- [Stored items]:
* * * * *
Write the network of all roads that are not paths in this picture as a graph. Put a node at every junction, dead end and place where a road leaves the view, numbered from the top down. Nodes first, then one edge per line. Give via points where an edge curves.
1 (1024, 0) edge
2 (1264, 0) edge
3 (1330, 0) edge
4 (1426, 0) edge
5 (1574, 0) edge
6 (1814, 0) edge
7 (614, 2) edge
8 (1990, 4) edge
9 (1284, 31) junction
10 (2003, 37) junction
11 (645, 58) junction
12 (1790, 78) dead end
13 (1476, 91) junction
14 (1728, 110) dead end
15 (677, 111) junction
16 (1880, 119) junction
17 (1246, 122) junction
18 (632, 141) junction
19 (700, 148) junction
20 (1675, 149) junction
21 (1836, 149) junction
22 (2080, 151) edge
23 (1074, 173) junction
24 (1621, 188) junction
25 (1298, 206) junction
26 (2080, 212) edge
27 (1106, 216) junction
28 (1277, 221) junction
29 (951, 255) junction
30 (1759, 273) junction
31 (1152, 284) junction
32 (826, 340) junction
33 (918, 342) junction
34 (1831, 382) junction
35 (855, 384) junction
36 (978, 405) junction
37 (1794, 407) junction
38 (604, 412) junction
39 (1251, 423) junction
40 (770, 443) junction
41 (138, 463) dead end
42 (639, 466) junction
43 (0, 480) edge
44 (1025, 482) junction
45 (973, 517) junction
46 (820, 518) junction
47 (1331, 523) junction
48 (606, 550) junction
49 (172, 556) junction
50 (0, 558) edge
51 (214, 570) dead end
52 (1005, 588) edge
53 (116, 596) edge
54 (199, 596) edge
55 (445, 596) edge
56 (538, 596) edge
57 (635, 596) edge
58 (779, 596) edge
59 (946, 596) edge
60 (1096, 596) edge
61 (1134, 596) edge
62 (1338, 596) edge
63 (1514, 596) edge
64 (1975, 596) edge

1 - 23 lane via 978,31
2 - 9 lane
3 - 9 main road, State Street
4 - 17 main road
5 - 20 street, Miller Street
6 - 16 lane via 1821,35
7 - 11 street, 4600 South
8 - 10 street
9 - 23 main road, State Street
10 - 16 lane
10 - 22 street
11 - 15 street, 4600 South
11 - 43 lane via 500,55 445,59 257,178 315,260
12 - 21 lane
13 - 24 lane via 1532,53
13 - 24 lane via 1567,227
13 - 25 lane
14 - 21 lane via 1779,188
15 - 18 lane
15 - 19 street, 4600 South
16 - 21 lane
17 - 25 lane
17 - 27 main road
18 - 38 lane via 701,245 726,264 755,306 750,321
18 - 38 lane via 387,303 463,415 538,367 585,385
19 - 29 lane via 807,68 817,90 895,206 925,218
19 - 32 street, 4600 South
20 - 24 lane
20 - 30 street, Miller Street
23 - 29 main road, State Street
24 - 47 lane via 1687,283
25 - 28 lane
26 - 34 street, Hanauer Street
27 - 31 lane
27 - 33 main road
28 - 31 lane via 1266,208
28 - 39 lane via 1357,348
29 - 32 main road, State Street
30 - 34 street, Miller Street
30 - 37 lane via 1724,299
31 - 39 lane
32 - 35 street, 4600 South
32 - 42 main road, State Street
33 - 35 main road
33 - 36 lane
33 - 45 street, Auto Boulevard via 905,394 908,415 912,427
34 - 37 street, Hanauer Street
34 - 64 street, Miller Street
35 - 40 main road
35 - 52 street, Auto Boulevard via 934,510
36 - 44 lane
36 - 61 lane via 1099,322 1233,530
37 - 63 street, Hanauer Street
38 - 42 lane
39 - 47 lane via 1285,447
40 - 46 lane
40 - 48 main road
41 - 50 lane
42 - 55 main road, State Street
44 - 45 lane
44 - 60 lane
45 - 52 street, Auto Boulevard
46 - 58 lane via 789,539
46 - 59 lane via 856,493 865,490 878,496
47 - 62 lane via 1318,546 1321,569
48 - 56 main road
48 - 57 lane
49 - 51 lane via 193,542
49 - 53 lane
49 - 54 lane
* * * * *
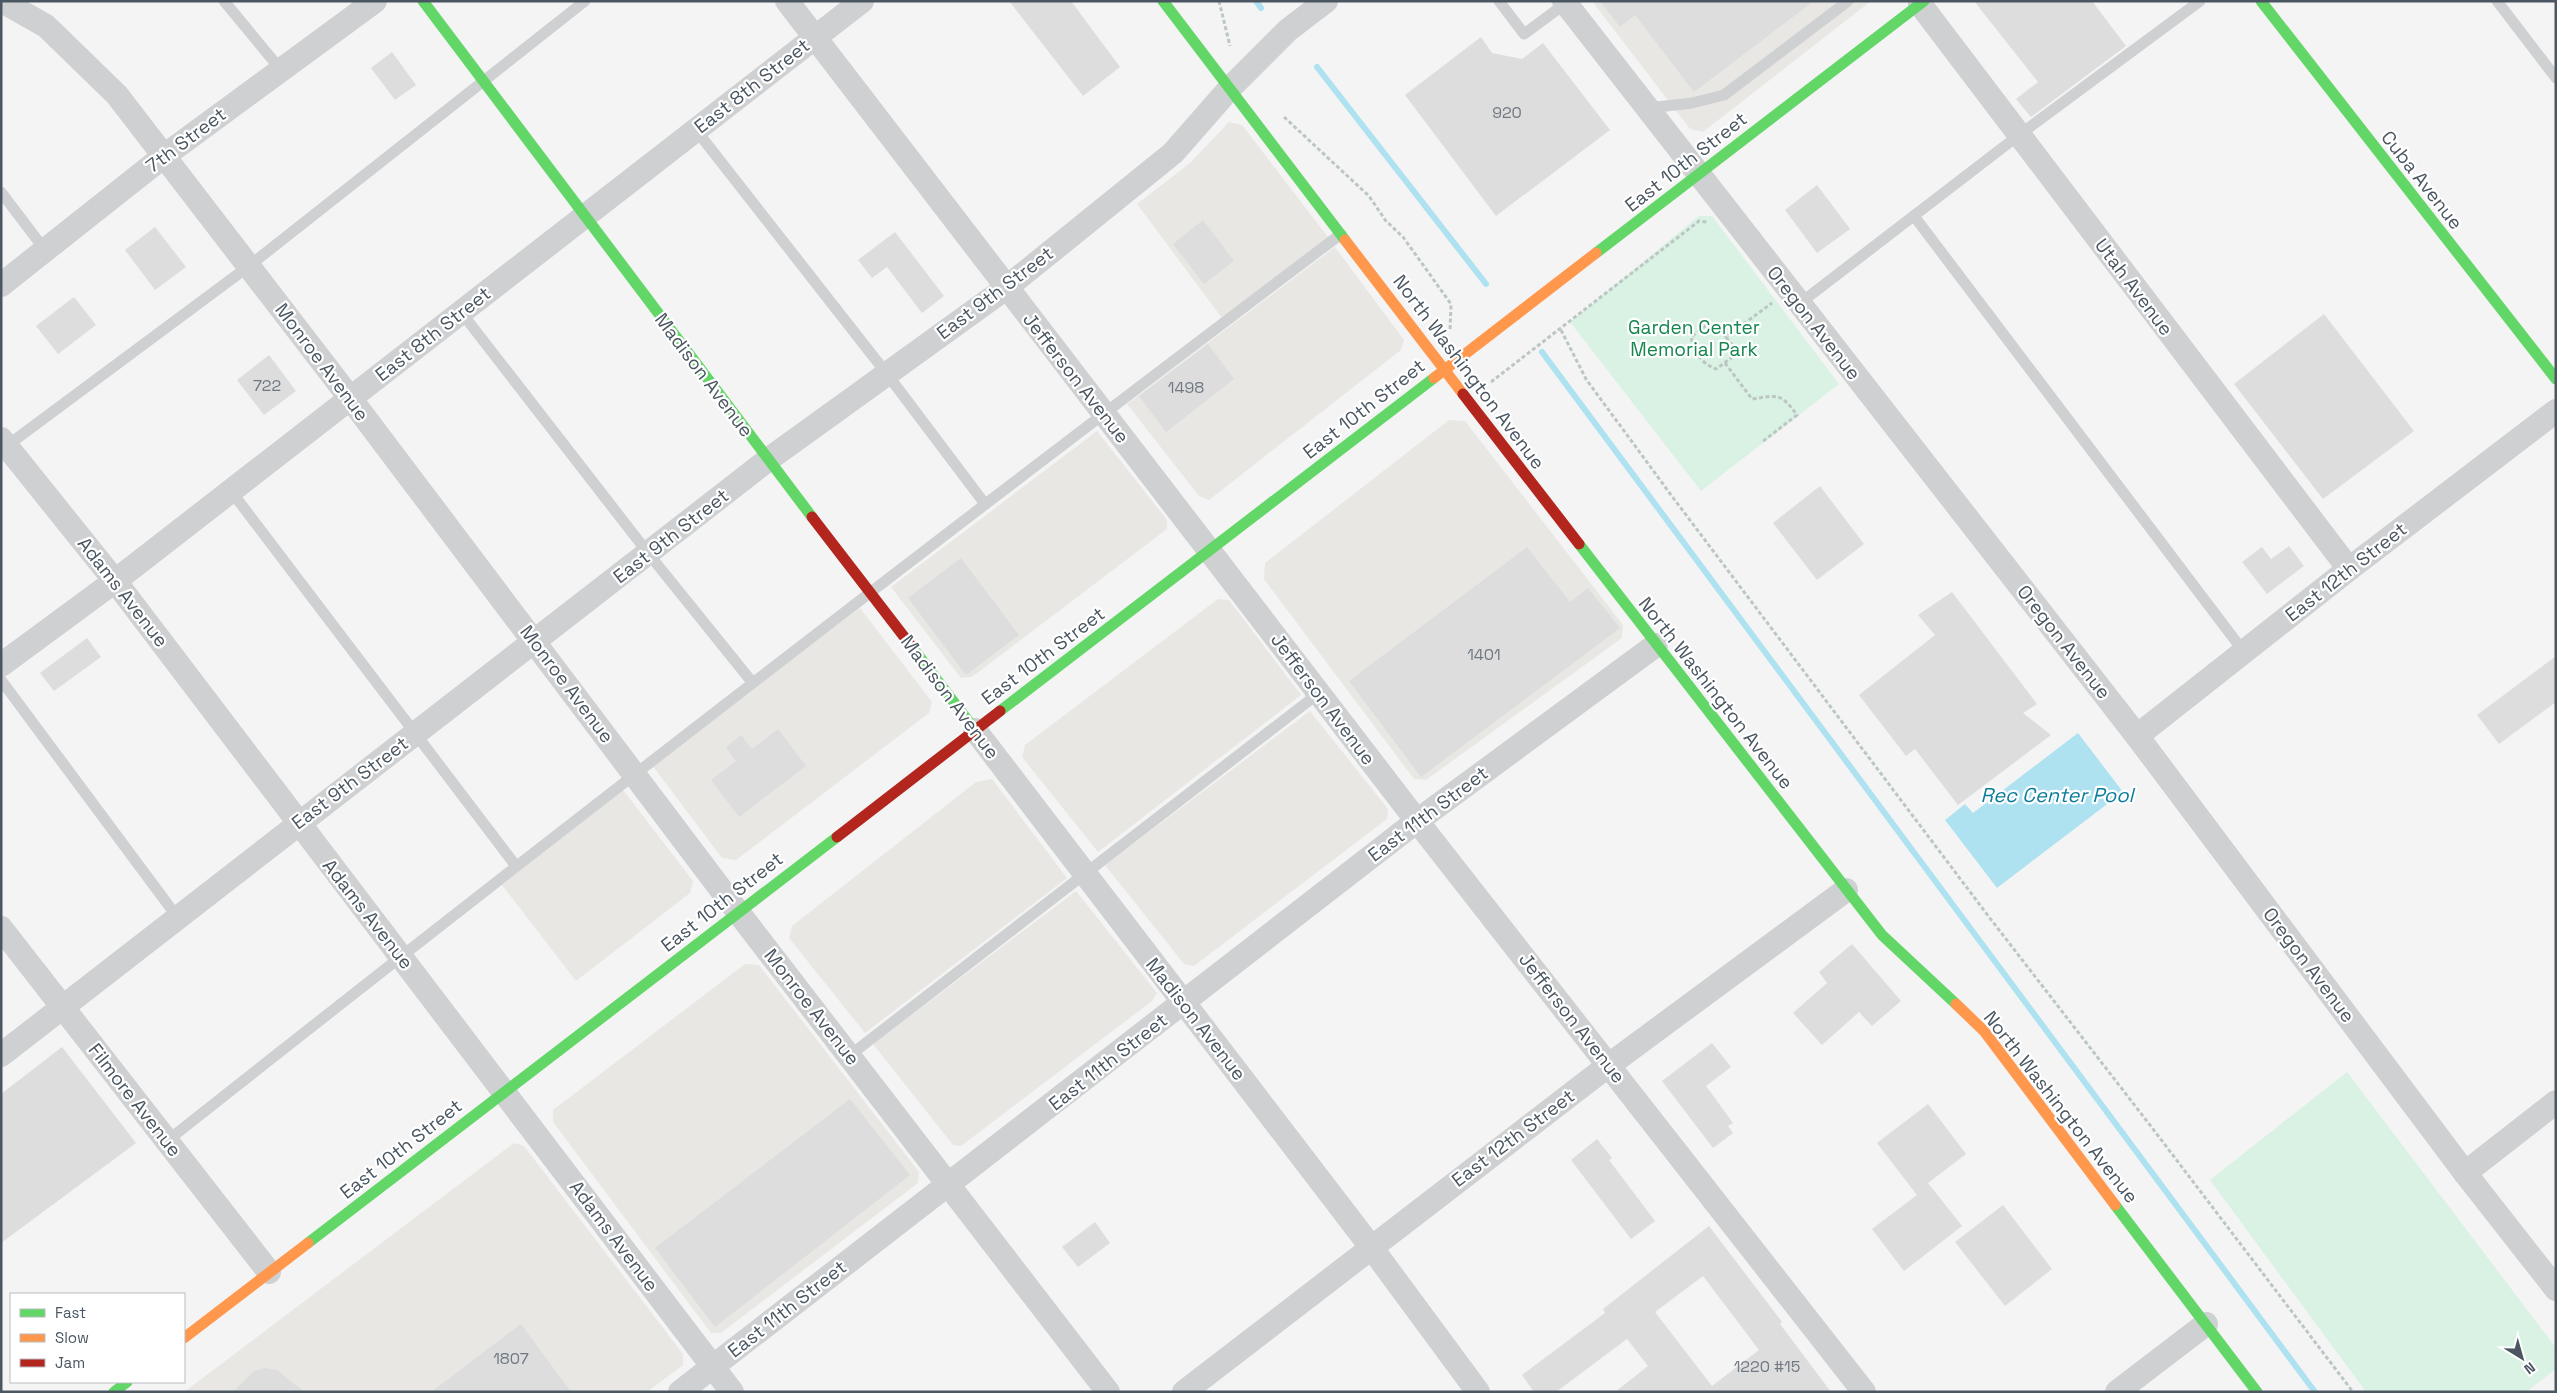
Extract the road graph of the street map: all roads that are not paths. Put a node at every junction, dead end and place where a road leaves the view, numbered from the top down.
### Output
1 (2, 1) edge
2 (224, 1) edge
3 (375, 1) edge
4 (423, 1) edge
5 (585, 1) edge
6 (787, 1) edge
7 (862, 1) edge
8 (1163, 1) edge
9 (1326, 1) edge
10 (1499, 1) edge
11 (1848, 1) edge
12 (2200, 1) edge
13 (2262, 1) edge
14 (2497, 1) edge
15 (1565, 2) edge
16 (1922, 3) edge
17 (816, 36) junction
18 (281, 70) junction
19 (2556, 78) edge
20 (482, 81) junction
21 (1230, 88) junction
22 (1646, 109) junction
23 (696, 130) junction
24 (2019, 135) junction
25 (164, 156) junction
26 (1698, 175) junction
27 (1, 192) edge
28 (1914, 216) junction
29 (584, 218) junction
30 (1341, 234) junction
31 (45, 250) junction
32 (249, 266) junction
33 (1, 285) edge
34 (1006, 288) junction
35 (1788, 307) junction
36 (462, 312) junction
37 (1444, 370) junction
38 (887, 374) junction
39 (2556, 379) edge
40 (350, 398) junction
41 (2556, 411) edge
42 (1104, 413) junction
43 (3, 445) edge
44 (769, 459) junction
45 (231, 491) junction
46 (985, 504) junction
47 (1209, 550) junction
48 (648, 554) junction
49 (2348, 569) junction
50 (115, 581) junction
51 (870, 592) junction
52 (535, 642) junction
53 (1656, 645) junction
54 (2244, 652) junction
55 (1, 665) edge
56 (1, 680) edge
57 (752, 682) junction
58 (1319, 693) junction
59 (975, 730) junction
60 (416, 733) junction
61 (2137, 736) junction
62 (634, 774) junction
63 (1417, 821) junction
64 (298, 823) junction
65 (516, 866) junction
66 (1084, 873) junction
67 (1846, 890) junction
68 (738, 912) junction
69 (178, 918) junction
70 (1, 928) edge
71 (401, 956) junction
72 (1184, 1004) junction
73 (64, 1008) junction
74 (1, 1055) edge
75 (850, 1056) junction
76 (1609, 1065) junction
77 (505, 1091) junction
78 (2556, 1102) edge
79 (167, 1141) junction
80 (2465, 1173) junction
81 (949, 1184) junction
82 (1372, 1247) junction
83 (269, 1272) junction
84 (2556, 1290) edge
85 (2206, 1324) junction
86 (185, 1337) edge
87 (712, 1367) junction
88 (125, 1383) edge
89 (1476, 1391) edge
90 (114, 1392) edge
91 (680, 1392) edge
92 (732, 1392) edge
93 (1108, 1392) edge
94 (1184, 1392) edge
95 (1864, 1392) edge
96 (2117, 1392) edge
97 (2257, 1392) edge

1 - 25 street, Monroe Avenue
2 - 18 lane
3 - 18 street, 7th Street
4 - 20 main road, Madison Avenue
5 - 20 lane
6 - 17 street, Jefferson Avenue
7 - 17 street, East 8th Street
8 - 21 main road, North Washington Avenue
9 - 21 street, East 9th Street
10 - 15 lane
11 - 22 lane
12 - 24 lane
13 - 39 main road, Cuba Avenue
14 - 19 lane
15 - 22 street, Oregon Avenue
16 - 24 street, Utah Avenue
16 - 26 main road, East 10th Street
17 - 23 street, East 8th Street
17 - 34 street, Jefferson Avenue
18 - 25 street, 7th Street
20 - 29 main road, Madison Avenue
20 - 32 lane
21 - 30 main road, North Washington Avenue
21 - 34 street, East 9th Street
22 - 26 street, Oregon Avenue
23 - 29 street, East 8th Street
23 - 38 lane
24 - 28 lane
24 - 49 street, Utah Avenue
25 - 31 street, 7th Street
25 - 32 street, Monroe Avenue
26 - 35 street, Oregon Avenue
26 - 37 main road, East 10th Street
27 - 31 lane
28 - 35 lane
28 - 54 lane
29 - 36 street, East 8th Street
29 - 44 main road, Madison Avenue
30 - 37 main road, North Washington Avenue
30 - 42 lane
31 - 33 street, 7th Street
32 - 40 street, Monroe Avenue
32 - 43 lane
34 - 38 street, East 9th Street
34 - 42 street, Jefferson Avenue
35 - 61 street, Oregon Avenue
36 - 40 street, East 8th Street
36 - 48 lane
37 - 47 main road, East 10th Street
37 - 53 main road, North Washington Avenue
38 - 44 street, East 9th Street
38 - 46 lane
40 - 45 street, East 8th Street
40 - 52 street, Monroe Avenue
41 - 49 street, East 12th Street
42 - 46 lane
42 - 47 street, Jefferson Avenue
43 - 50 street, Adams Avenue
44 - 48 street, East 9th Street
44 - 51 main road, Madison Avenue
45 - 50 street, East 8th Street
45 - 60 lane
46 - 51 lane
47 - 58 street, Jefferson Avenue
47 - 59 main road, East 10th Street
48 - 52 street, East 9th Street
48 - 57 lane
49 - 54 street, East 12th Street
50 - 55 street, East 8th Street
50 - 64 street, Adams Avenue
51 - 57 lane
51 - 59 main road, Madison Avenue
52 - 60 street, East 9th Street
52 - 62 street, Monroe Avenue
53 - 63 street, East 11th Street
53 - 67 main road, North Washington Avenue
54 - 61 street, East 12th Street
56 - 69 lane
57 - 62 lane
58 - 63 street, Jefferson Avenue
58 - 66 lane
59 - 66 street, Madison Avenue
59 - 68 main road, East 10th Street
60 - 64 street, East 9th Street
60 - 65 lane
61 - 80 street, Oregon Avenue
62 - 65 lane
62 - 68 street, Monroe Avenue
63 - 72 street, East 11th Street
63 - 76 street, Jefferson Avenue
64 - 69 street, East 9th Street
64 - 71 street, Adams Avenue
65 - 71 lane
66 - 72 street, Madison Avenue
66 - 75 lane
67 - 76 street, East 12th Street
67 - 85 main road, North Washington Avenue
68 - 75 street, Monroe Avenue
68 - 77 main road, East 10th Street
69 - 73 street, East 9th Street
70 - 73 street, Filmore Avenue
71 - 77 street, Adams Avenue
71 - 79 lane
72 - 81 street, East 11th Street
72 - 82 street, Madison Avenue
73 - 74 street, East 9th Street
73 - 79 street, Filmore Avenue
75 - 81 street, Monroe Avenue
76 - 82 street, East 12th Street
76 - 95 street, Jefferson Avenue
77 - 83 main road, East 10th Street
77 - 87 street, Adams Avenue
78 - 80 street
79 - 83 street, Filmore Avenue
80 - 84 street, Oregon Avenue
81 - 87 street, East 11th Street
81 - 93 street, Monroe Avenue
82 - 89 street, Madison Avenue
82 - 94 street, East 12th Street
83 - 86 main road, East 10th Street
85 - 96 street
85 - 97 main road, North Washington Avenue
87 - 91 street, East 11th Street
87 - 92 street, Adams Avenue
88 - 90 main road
* * * * *
- [REQUIREMENT]: Report only the number of lines in the records that include the word "Boulevard".

- [SOLUTION FOR THIS EXERCISE]: 3